Dear friends and family


You must pardon my stylistic deficiency in this report as I type this on the fly as we wrap up this year’s first three-month mission training program with a flurry this week. The commission ceremony for generation nine will take place this coming weekend, and 12 fine young people will go forth to their respective mission posts, from Nepal to Bolivia and other places in between.

We just got back from the customary weeklong mission trip organized, planned and executed by our student body at the conclusion of every three-month session. This time we were in Punta Gorda, commonly referred to as P.G., a distinctly Caribbean seaside town of about 6000 people where one of the main drags is appropriately dubbed “Rasta man Street” and a large oceanfront billboard in Creole reads “Ya da fu we, Belize!”  (Translation: “This is for us, Belize!”)
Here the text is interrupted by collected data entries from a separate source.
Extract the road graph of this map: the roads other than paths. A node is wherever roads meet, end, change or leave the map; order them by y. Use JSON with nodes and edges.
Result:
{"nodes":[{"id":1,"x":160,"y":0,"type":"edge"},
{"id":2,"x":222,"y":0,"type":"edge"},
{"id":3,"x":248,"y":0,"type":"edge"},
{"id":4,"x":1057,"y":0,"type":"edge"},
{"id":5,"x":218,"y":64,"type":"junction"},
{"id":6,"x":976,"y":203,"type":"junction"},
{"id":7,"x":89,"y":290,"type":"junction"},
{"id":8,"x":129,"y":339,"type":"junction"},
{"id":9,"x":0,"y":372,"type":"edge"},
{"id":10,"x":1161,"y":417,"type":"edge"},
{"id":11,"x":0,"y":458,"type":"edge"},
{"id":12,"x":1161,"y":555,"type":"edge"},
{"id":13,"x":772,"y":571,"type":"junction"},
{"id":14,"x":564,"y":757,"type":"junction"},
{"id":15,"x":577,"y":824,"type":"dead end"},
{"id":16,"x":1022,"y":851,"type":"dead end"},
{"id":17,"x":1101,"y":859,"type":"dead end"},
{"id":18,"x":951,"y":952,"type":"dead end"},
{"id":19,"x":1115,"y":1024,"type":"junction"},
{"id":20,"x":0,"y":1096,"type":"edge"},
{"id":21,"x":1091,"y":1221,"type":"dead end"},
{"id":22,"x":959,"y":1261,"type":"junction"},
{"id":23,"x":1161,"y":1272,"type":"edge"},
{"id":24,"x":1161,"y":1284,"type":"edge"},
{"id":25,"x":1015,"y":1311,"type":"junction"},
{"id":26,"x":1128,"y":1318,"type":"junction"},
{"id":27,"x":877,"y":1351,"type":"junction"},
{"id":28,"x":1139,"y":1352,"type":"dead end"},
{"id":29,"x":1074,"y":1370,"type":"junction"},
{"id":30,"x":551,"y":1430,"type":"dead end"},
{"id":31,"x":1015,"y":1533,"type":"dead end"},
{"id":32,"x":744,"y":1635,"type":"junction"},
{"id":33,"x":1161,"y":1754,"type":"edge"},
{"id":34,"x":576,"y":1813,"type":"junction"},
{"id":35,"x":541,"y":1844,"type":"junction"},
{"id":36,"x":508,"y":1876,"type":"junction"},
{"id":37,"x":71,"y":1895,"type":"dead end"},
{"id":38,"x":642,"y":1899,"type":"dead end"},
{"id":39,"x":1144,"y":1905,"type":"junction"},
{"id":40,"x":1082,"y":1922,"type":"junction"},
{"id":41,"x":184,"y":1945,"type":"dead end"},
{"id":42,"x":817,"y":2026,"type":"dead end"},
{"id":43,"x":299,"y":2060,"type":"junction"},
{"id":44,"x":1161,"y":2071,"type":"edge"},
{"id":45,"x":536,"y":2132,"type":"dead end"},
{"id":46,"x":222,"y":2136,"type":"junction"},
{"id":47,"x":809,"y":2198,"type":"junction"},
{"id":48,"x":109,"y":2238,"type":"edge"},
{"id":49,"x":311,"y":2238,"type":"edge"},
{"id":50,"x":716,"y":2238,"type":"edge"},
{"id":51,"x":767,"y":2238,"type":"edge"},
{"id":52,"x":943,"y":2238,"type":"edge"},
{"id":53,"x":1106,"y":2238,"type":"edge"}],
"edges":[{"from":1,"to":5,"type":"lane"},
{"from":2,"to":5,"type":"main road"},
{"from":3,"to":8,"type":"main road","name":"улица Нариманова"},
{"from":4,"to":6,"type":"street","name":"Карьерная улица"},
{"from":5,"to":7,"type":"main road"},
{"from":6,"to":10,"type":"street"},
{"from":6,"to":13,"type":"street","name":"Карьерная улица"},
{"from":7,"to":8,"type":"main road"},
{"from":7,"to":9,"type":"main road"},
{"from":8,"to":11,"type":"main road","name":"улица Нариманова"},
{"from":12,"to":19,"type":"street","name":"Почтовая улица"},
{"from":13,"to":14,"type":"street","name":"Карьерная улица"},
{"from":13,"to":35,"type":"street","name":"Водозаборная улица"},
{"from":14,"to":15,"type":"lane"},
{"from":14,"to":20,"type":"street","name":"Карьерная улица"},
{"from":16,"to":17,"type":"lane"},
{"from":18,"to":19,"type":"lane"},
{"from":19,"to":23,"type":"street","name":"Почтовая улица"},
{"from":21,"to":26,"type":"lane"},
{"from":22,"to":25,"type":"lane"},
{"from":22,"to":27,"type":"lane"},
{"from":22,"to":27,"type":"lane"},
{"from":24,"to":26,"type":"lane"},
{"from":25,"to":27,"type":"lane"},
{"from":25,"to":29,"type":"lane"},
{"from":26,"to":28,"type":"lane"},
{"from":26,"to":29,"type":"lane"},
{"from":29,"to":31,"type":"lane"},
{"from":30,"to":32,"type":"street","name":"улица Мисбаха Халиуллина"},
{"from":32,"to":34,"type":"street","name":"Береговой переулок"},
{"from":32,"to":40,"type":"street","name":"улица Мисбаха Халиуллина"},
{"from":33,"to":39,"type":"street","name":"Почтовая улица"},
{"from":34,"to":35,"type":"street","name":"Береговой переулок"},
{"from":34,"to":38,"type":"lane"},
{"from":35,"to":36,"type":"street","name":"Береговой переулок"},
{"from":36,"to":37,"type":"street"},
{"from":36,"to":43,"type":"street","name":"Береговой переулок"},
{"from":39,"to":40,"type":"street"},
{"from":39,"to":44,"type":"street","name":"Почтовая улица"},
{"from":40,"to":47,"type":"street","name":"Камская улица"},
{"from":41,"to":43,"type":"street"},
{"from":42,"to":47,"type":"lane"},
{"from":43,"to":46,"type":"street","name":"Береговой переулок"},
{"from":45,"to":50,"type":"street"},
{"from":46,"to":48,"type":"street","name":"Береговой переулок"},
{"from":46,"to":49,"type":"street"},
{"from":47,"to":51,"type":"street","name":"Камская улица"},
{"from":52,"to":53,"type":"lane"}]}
Sharon Mejia, the student mission trip director who hails from Guatemala did an excellent job of organizing our team and the trip events which included daily health education activities at the Adventist school, (which also doubled as our campsite for the week) constant door to door visitation in the community, cooking classes, health fair, mechanics brigades, nightly meetings in both the Spanish and English church, and a sacred music concert on Sabbath afternoon.

On arrival we were greeted by an enthusiastic Pastor Edwin Valiente, new to the district, and new to Belize as well, (He comes from Honduras) Through all of our activities, Pastor Valiente was Johnny on the spot, lending a helping hand, giving words of encouragement all around, and greeting and welcoming community visitors with irresistible exuberance.

Our last day in P.G., pastor Valiente confessed that when he initially receiving our students’ request to work in his district, he was tempted to say “no.”

“When I’ve had missionaries come work with me before they’ve been nothing but trouble and head-ache and one problem after another!” He exclaimed. “So I prayed and said, ‘God, I need this group to be different!’ and He has more than answered that prayer! I am so thankful for the love and service you have shown this week! I have learned a lot from you.”

Pastor Valiente’s district has now been added to MOVE’s growing list of mission outpost options for our students to do their six-months of fieldwork. After hearing our Sabbath afternoon concert, the pastor also plans to send a small group of the church youth to MOVE for a weeklong seminar on music.

My job on the mission trip, as usual, was with the mechanics brigade, directed by Santiago, an ex-air force soldier from Colombia with the gift of service who also happens to be our only mechanics student this current session. Our first day in P.G. we set up shop on the sidewalk in front of the Bethel S.D.A. church. Despite heavy promotion, not a soul was in sight at starting time Monday morning, not even the elder who was to open the church for us so we could plug in our extension chords. So while Santiago called the elder, Jeff and I went up the street from house to house while brother Jorge Maldonado and Jonathan went in the opposite direction to invite the neighbors. In less than half an hour we had our first four or five machines. From there on out we saw continual action until we closed down shop Friday afternoon. Many people driving by stopped to ask what we were doing. Most thought it was a yard sale.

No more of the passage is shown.